Ah, the question I love and hate most, "So, how are you doing?"
If you ask me on most days, you'll get the simple and honest answer that I'm doing pretty well. I miss the boys, but I'm glad that they have this extended time in Maryland with Steve to hang out and connect. I'm enjoying the relative simplicity of only caring for two kids (you know that your standards for "simple" have changed when you apply the word to parenting a 3 and 5-year-old). I miss Steve, quaver at the vast unknown before us, and marvel at the incredible slowness of the legal system, but I'm surviving and putting one foot in front of the other.
I'm really enjoying biking and just hit 750 miles since late April, so that's fun! Biking has provided me with a great outlet for stress, good exercise, and an hour of quiet, contemplative (albeit sweaty) time each day. It truly is an answer to prayer. And I love it that I'm enjoying Steve's birthday gift to me so much and get a daily opportunity to be grateful for him and his love for me.

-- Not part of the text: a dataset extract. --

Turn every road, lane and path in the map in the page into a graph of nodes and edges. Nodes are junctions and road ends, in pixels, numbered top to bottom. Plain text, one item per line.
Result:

It's been interesting to reflect on the evolution of my feelings and experience of this unexpected season in my life, marriage, and family.

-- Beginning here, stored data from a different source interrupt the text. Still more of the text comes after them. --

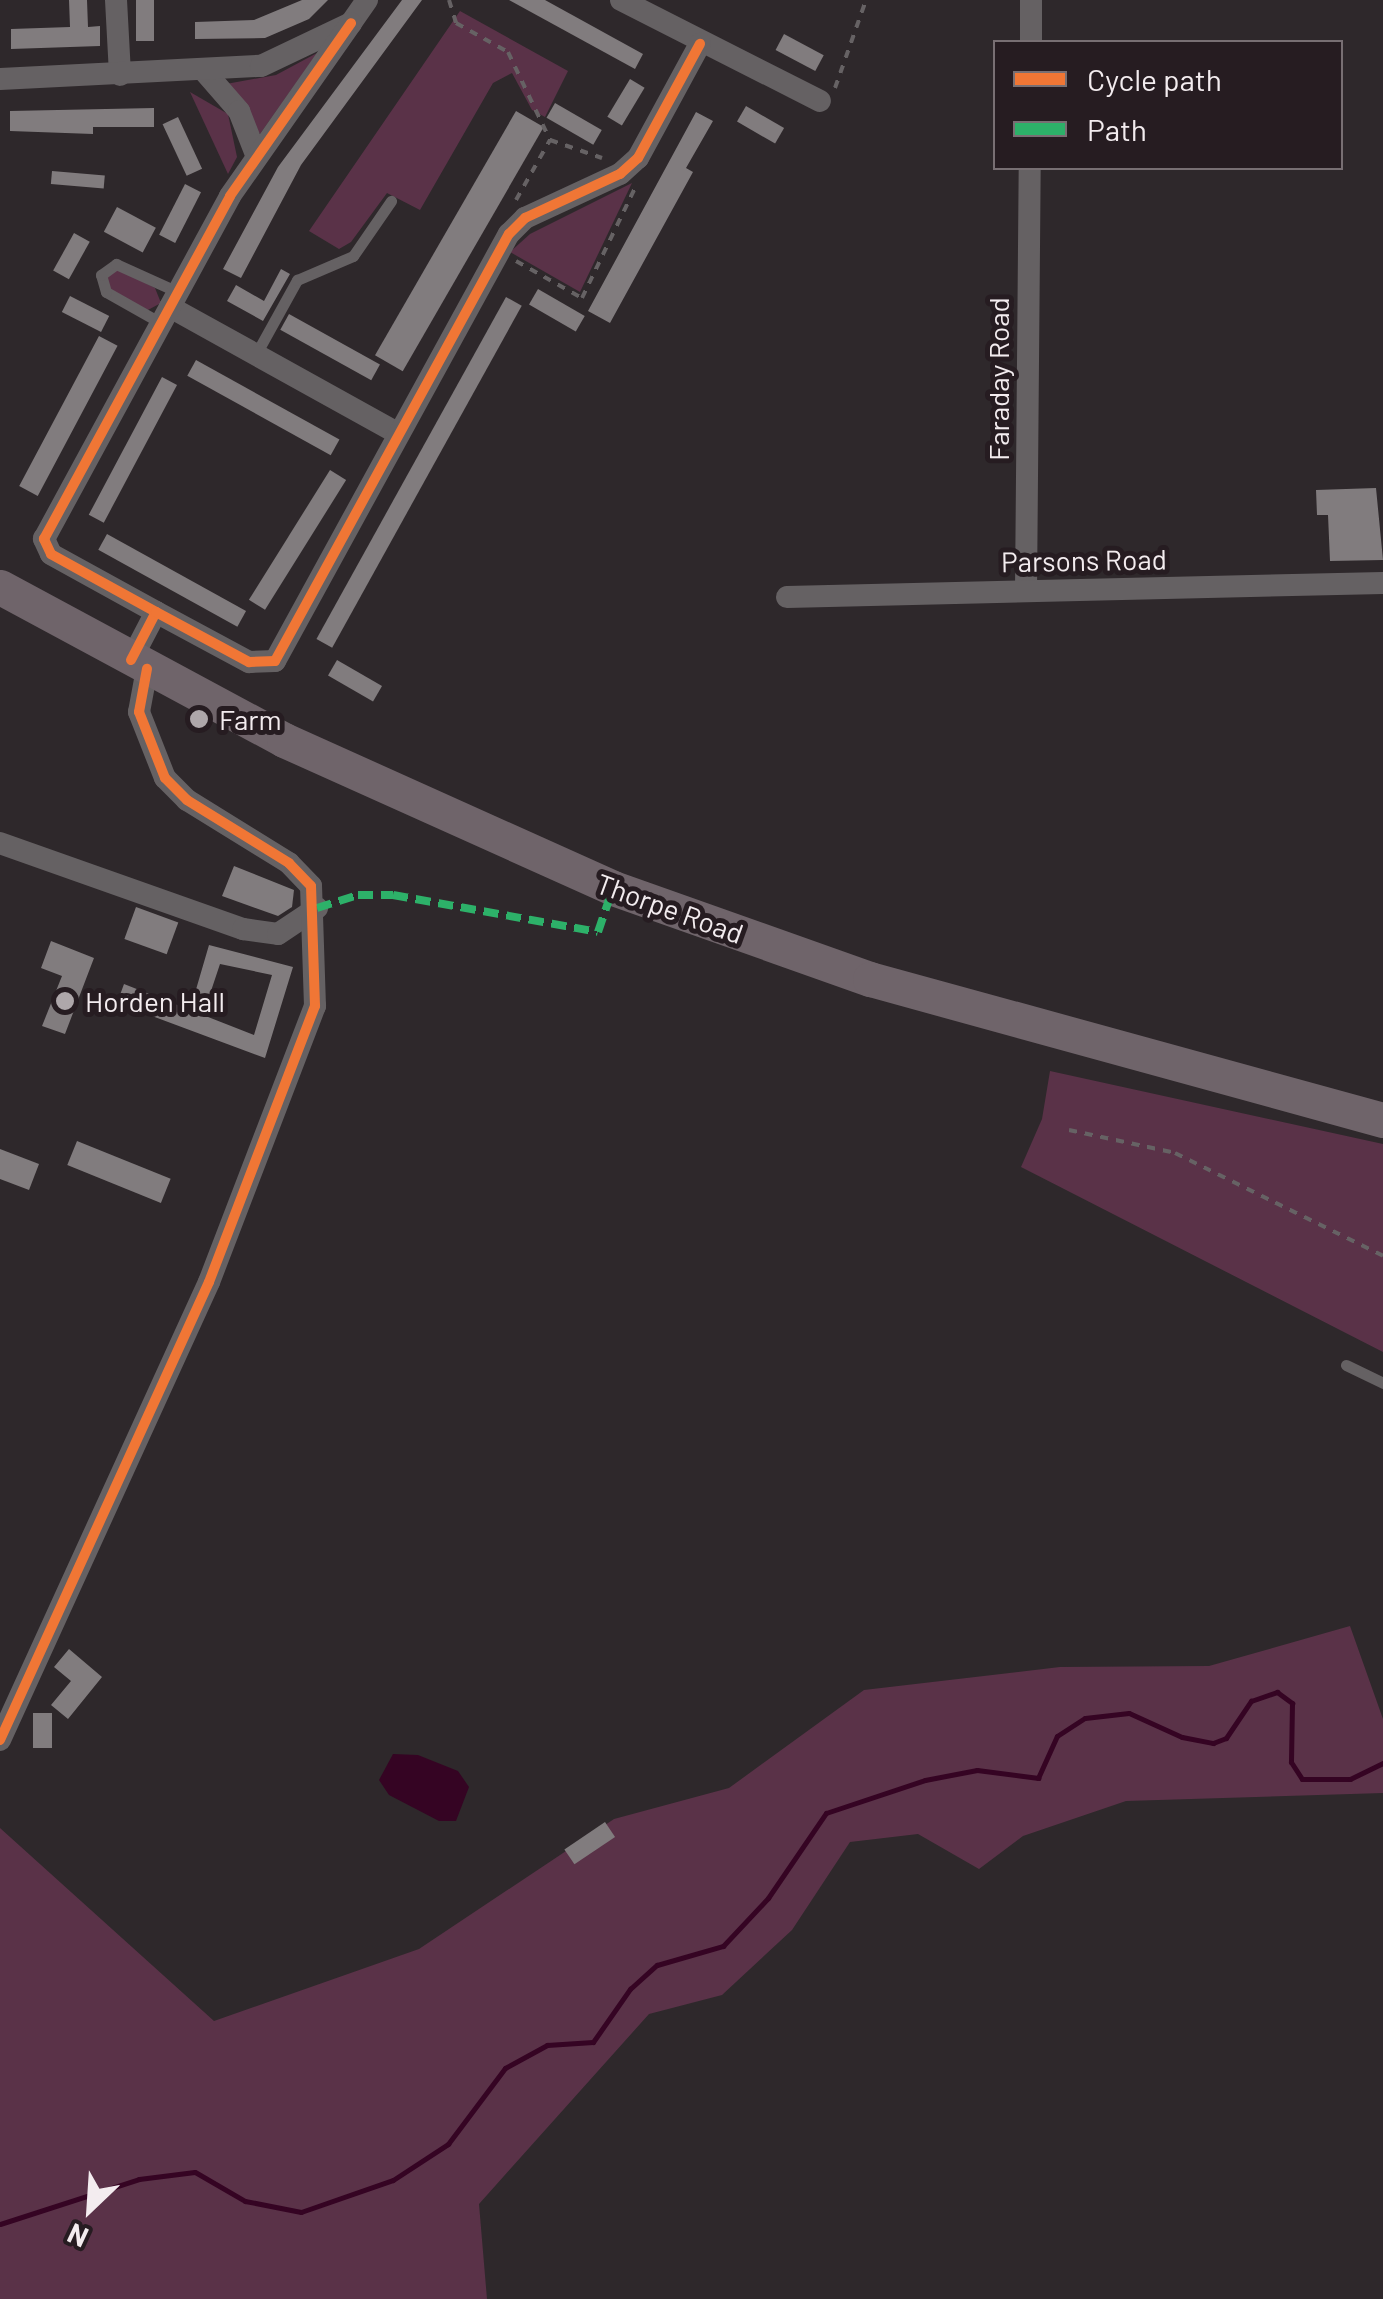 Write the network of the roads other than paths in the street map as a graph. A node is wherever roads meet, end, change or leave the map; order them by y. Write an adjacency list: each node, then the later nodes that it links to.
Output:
1 (116, 0): 9 (street)
2 (367, 0): 5 (street)
3 (622, 0): 7 (street)
4 (1031, 0): 6 (street)
5 (351, 23): 8 (street); 12 (street)
6 (1031, 40)
7 (700, 44): 11 (street); 17 (street)
8 (205, 72): 9 (street); 12 (street)
9 (120, 75): 10 (street)
10 (0, 79)
11 (820, 102)
12 (257, 157): 15 (street)
13 (1030, 170): 20 (street, Faraday Road)
14 (391, 201): 16 (lane)
15 (170, 307): 15 (lane); 16 (street); 22 (street)
16 (256, 354): 17 (street)
17 (397, 433): 22 (street)
18 (1383, 584): 20 (street, Parsons Road)
19 (0, 587): 23 (main road, Thorpe Road)
20 (1026, 592): 21 (street, Parsons Road)
21 (787, 597)
22 (156, 612): 23 (street)
23 (139, 665): 25 (street); 26 (main road, Thorpe Road)
24 (0, 843): 25 (street)
25 (317, 908): 29 (street)
26 (1383, 1120)
27 (1346, 1364): 28 (lane)
28 (1383, 1384)
29 (0, 1740)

At first, of course, I was shocked and occasionally overwhelmed with grief but mostly just pushed it all aside because there were so many immediate details to tend to that there was little time for anything else.
But that only lasted a few weeks and then the initial panic and anxiety dulled to a general overwhelmedness at the magnitude of all of the things I had to handle on my own - childcare coordination, figuring out how to pay bills, turning on the swamp cooler for the summer, handling every meal and bedtime every day for every kid - in addition to the normal stresses of work and my ordinary home responsibilities. And I had nobody to fall back on, nobody to hand things over to or share the load with when it was all too much.
But now those feelings have also given way as the kids and I got into a groove and figured out the patterns of our new normal. I still get overwhelmed, but it's not my normal state of existance.
Now I realize that my experience has moved from overwhelmed to a dull ache - a longing. I long for somebody to tell me, daily, that I'm worthy of affection, that I'm beautiful, that I'm strong. I long to be worthy of pursuit. I long for my extension of Christ physically beside me every day, every night, confirming the truth of who I am and who I'm becoming. Our marriage has never been perfect and at times it's been a real struggle, but the truth is that since I was 16 I've had one godly man beside me, growing alongside me, and being Christ to me in word and action. And God do I miss that. I used to think that I was somebody who didn't need much external validation... but I think that was because I got so much support at home. Now when somebody tells me that I'm worthy of affection I break a little inside. It's good breaking, but it hurts.
So I'm learning to trust Jesus for the truth about who I am and who I'm becoming. I know that the messages that I've gotten from Jesus + Steve are really Jesus' truths spoken through Steve. And now I have to figure out how to let Jesus be enough. I'm pretty sure he can handle it. It's me I'm worried about.
God's works are so great, worth
A lifetime of study—endless enjoyment!
Splendor and beauty mark his craft;
His generosity never gives out.
His miracles are his memorial—
This God of Grace, this God of Love.